Tuesday 21 September 2004

I have legal advice too

You don’t fool me.
Many may have thought Mr Kofi Annan, the Secretary General of the United Nations was wrong-footed last week when he was prompted into saying the war lead by the United States in to Iraq did not conform to the UN charter and was hence illegal.
This has always been Mr Annan’s stance even though he has gone out of his way to try and accommodate the belligerents and suffered great losses as a result.
Every supporter of the war expressed incredulity at his comments; especially those who thought those comments would harm Mr George W. Bush’s re-election plans.
One sees fear of being found out by all those who have brought peace, stability, freedom, instability, woe, democracy and destruction to Iraq but dissembling about the presence of weapons of mass destruction as a premise for invading Iraq.
It is arguable that only the ones who had direct contact with Saddam and his henchmen suffered more seriously at his hands.
What the majority suffers now in the continuous bombings, hostage-taking and lack of amenities belies the fact that things were probably a lot better with Saddam.
Basically, the naivety of the US is exemplified in expecting a pliant and submissive public the day after the war only to be greeted by sophisticated insurgents that have claimed thousands of lives from all spectra.
Legal advice
What was most striking about it all was the interview with John Howard the prime minister of Australia who is presently fighting a re-election campaign.
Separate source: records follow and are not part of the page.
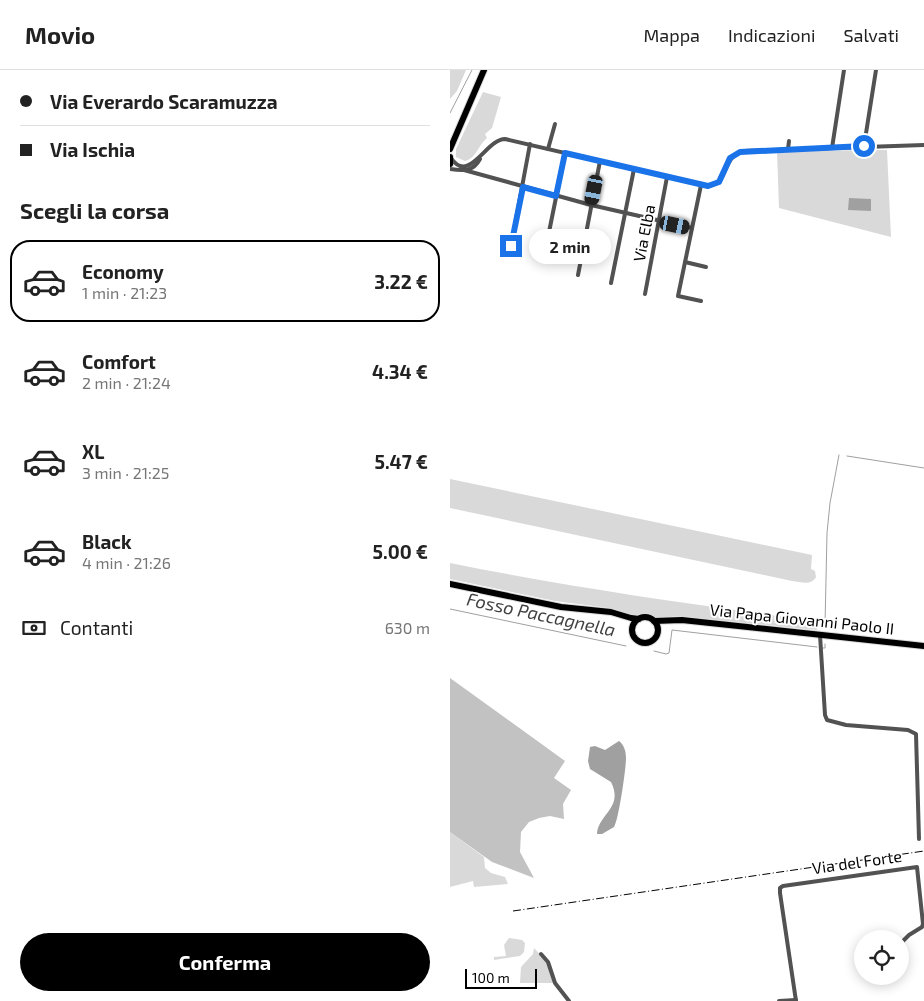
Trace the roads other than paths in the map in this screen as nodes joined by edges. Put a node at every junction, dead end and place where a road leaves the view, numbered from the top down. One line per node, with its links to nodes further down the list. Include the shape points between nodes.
1 (484, 70): 4 (main road)
2 (844, 70): 11 (street)
3 (876, 70): 10 (street)
4 (468, 104): 6 (main road); 12 (main road)
5 (555, 124): 13 (street)
6 (450, 136)
7 (789, 141): 14 (street)
8 (530, 144): 13 (street); 16 (street, via 498,139); 25 (street)
9 (924, 145): 10 (street)
10 (864, 146): 11 (street)
11 (832, 148): 14 (street)
12 (450, 149)
13 (548, 149): 15 (street)
14 (788, 149): 24 (street, via 736,153 730,158 719,182)
15 (565, 153): 18 (street); 26 (street)
16 (483, 154): 17 (street, via 465,166); 22 (street, via 473,168)
17 (450, 158): 19 (main road)
18 (600, 161): 21 (street); 27 (street)
19 (450, 164)
20 (450, 169): 22 (street)
21 (634, 169): 23 (street); 28 (street)
22 (464, 170): 25 (street)
23 (667, 177): 24 (street); 29 (street, Via Elba)
24 (701, 184): 30 (street)
25 (523, 187): 26 (street); 32 (street)
26 (556, 196): 27 (street); 31 (street)
27 (591, 205): 28 (street); 35 (street)
28 (625, 213): 29 (street); 36 (street)
29 (659, 221): 30 (street); 37 (street, Via Elba)
30 (692, 228): 33 (street)
31 (548, 237)
32 (511, 246)
33 (685, 262): 34 (street); 38 (street, via 678,296)
34 (706, 267)
35 (578, 275)
36 (611, 284)
37 (645, 294)
38 (701, 301)
39 (450, 584): 40 (main road)
40 (623, 616): 41 (main road); 44 (main road)
41 (639, 619): 43 (main road, via 648,617); 44 (main road)
42 (677, 620): 43 (main road, Via Papa Giovanni Paolo II); 45 (main road, via 663,625); 46 (main road, Via Papa Giovanni Paolo II)
43 (654, 621): 45 (main road)
44 (632, 629): 45 (main road, via 635,639 644,643 654,640)
45 (658, 632)
46 (820, 635): 47 (main road, Via Papa Giovanni Paolo II); 48 (street, Via del Forte, via 827,720 846,725 908,730 916,734)
47 (924, 646)
48 (919, 839)
49 (909, 935): 51 (street, Via del Forte, via 922,928 923,924 917,867 780,888)
50 (541, 954): 52 (street, via 548,962 555,983)
51 (796, 1000): 53 (street)
52 (569, 1001)
53 (780, 1001)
Having tried to denigrate and castigate the Secretary General, probably with the intent to belittle, discredit and besmirch his good name the commented about the fact that Mr Annan’s view was contrary to the legal advice Australia, the UK and the USA had taken before the war.
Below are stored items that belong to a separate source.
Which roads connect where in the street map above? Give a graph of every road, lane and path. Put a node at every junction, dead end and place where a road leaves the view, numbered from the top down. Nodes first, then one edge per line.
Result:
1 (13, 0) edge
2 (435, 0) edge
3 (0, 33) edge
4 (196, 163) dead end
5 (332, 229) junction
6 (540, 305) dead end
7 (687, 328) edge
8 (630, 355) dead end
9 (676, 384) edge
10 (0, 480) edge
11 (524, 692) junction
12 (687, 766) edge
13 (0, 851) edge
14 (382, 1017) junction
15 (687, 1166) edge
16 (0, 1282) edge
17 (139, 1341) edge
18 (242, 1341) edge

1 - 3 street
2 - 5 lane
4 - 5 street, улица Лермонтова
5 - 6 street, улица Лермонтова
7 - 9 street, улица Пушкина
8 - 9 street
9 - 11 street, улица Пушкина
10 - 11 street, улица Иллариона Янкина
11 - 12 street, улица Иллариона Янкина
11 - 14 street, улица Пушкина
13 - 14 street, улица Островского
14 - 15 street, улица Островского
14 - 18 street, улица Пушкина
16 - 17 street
Wait a minute! What really constitutes legal advice? It is a position in law that you take regarding an issue, situation or circumstance where those topics are presented to give you confidence in the position you have taken.
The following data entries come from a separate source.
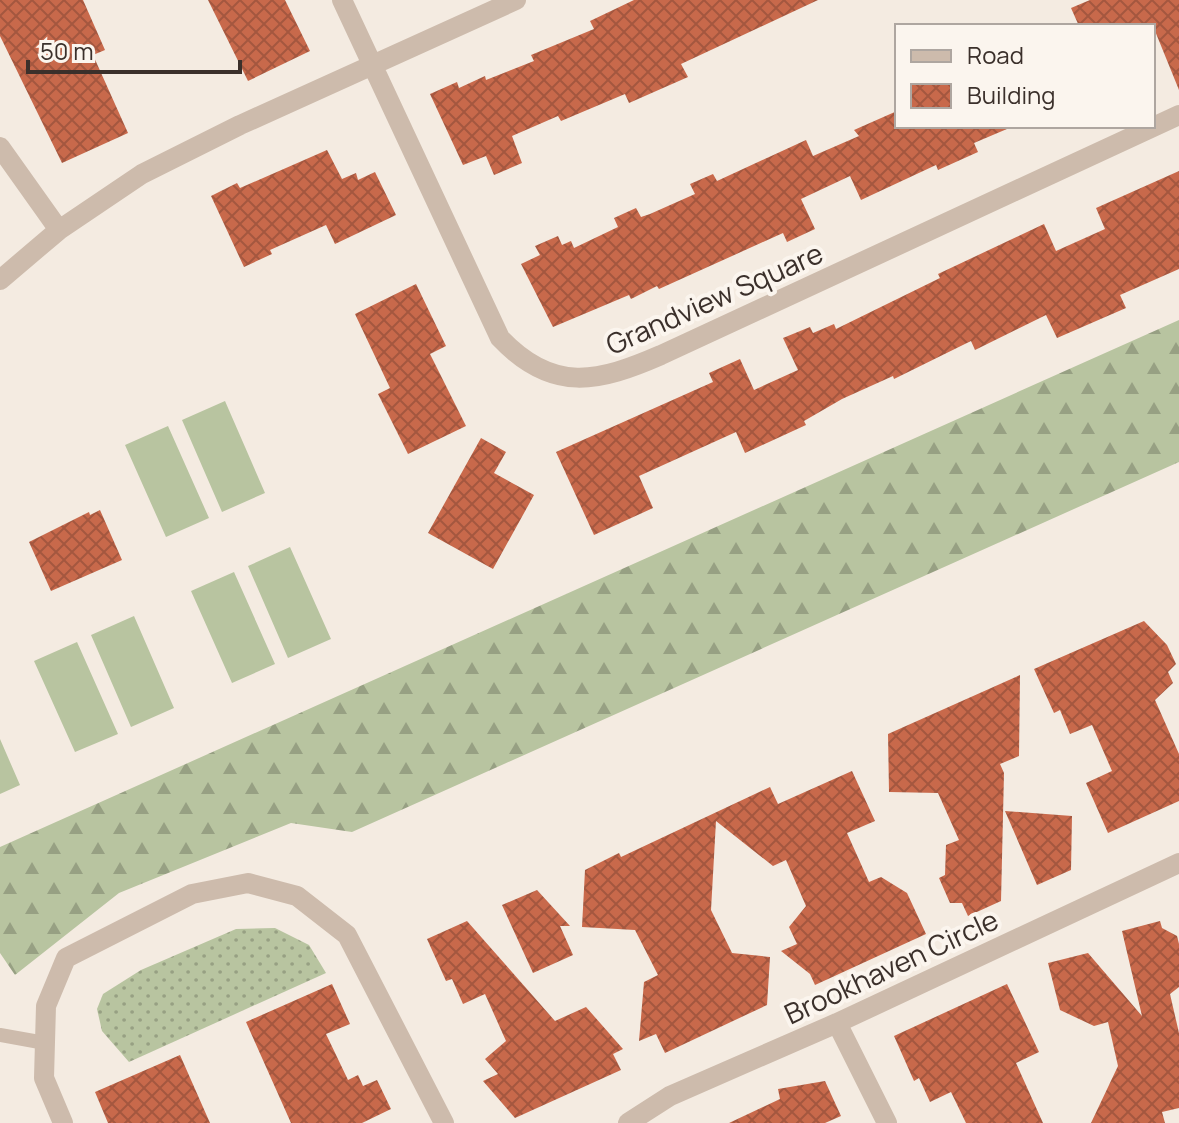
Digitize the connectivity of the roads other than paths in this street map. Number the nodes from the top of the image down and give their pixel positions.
1 (342, 0) edge
2 (516, 0) edge
3 (373, 67) junction
4 (1179, 115) edge
5 (1155, 126) edge
6 (1151, 128) edge
7 (0, 147) edge
8 (59, 230) junction
9 (0, 280) edge
10 (1179, 863) edge
11 (837, 1023) junction
12 (0, 1035) edge
13 (45, 1043) junction
14 (63, 1123) edge
15 (444, 1123) edge
16 (628, 1123) edge
17 (887, 1123) edge

1 - 3 street, Grandview Square
2 - 3 street
3 - 6 street, Grandview Square
3 - 8 street
4 - 5 street, Grandview Square
7 - 8 street
8 - 9 street
10 - 11 street, Brookhaven Circle
11 - 16 street, Brookhaven Circle
11 - 17 street
12 - 13 lane
13 - 14 street
13 - 15 street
Legal advice does not suddenly imply you are right; whilst you might want to think you are, it can be challenged by interested parties in the court of law and found to be wanting when an alternative view is offered. This is how the whole court system works.
A lawyer takes a position on an issue and advocates that position in adversarial stance to the challenger of his views with the judge to moderate and the jury to pass judgement.
Mr Howard, your legal advice hardly past the first hurdle of due diligence in having those views challenged in a court of law, they can hardly be used as corroborative facts to support the case for Iraq.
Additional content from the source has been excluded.